§ Problem:
Each record below needs to be copied out exactly as it stands.

------------------------------------

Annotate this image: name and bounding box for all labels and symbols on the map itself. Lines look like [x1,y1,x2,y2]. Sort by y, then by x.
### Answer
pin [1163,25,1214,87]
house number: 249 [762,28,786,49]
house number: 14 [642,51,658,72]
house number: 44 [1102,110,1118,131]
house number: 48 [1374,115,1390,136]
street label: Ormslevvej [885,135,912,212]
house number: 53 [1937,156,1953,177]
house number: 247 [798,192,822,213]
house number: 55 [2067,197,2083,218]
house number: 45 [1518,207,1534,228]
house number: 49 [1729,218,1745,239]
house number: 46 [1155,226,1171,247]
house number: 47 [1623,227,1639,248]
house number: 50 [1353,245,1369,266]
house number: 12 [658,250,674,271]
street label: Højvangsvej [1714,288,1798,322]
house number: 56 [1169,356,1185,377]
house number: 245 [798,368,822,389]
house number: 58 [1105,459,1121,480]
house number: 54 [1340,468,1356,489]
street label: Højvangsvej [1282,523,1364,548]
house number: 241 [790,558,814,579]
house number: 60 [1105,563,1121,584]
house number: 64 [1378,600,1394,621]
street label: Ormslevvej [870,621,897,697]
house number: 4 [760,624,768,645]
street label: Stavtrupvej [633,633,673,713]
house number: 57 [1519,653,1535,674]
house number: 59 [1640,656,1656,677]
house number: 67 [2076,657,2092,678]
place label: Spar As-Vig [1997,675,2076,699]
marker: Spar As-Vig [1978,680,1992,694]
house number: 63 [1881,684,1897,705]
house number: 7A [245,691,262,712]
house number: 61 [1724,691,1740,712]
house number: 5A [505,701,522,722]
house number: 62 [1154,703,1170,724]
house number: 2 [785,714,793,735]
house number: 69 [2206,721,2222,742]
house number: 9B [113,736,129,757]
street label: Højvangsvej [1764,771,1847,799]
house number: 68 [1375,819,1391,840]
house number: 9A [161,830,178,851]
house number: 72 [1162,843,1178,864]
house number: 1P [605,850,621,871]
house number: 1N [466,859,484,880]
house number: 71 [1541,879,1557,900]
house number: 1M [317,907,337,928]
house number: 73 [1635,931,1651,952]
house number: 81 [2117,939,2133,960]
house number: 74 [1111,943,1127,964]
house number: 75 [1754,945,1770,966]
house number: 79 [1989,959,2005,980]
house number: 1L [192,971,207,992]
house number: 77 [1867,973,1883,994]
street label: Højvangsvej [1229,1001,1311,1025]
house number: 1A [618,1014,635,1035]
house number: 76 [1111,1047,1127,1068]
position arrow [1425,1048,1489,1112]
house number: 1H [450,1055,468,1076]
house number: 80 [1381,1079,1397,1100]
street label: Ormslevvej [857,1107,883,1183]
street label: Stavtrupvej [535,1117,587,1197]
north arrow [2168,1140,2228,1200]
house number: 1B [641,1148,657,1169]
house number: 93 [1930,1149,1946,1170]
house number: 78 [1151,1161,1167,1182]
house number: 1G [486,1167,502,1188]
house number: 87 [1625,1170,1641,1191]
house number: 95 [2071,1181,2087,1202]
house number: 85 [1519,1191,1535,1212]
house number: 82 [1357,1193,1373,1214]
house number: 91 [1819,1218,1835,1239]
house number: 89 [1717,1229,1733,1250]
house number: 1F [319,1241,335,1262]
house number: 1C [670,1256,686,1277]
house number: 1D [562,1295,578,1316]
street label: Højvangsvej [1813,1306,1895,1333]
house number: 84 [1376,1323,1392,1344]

------------------------------------

§ Result:
Annotate this image: name and bounding box for all labels and symbols on the map itself. Lines look like [x1,y1,x2,y2]. Sort by y, then by x.
### Answer
pin [1163,25,1214,87]
house number: 249 [762,28,786,49]
house number: 14 [642,51,658,72]
house number: 44 [1102,110,1118,131]
house number: 48 [1374,115,1390,136]
street label: Ormslevvej [885,135,912,212]
house number: 53 [1937,156,1953,177]
house number: 247 [798,192,822,213]
house number: 55 [2067,197,2083,218]
house number: 45 [1518,207,1534,228]
house number: 49 [1729,218,1745,239]
house number: 46 [1155,226,1171,247]
house number: 47 [1623,227,1639,248]
house number: 50 [1353,245,1369,266]
house number: 12 [658,250,674,271]
street label: Højvangsvej [1714,288,1798,322]
house number: 56 [1169,356,1185,377]
house number: 245 [798,368,822,389]
house number: 58 [1105,459,1121,480]
house number: 54 [1340,468,1356,489]
street label: Højvangsvej [1282,523,1364,548]
house number: 241 [790,558,814,579]
house number: 60 [1105,563,1121,584]
house number: 64 [1378,600,1394,621]
street label: Ormslevvej [870,621,897,697]
house number: 4 [760,624,768,645]
street label: Stavtrupvej [633,633,673,713]
house number: 57 [1519,653,1535,674]
house number: 59 [1640,656,1656,677]
house number: 67 [2076,657,2092,678]
place label: Spar As-Vig [1997,675,2076,699]
marker: Spar As-Vig [1978,680,1992,694]
house number: 63 [1881,684,1897,705]
house number: 7A [245,691,262,712]
house number: 61 [1724,691,1740,712]
house number: 5A [505,701,522,722]
house number: 62 [1154,703,1170,724]
house number: 2 [785,714,793,735]
house number: 69 [2206,721,2222,742]
house number: 9B [113,736,129,757]
street label: Højvangsvej [1764,771,1847,799]
house number: 68 [1375,819,1391,840]
house number: 9A [161,830,178,851]
house number: 72 [1162,843,1178,864]
house number: 1P [605,850,621,871]
house number: 1N [466,859,484,880]
house number: 71 [1541,879,1557,900]
house number: 1M [317,907,337,928]
house number: 73 [1635,931,1651,952]
house number: 81 [2117,939,2133,960]
house number: 74 [1111,943,1127,964]
house number: 75 [1754,945,1770,966]
house number: 79 [1989,959,2005,980]
house number: 1L [192,971,207,992]
house number: 77 [1867,973,1883,994]
street label: Højvangsvej [1229,1001,1311,1025]
house number: 1A [618,1014,635,1035]
house number: 76 [1111,1047,1127,1068]
position arrow [1425,1048,1489,1112]
house number: 1H [450,1055,468,1076]
house number: 80 [1381,1079,1397,1100]
street label: Ormslevvej [857,1107,883,1183]
street label: Stavtrupvej [535,1117,587,1197]
north arrow [2168,1140,2228,1200]
house number: 1B [641,1148,657,1169]
house number: 93 [1930,1149,1946,1170]
house number: 78 [1151,1161,1167,1182]
house number: 1G [486,1167,502,1188]
house number: 87 [1625,1170,1641,1191]
house number: 95 [2071,1181,2087,1202]
house number: 85 [1519,1191,1535,1212]
house number: 82 [1357,1193,1373,1214]
house number: 91 [1819,1218,1835,1239]
house number: 89 [1717,1229,1733,1250]
house number: 1F [319,1241,335,1262]
house number: 1C [670,1256,686,1277]
house number: 1D [562,1295,578,1316]
street label: Højvangsvej [1813,1306,1895,1333]
house number: 84 [1376,1323,1392,1344]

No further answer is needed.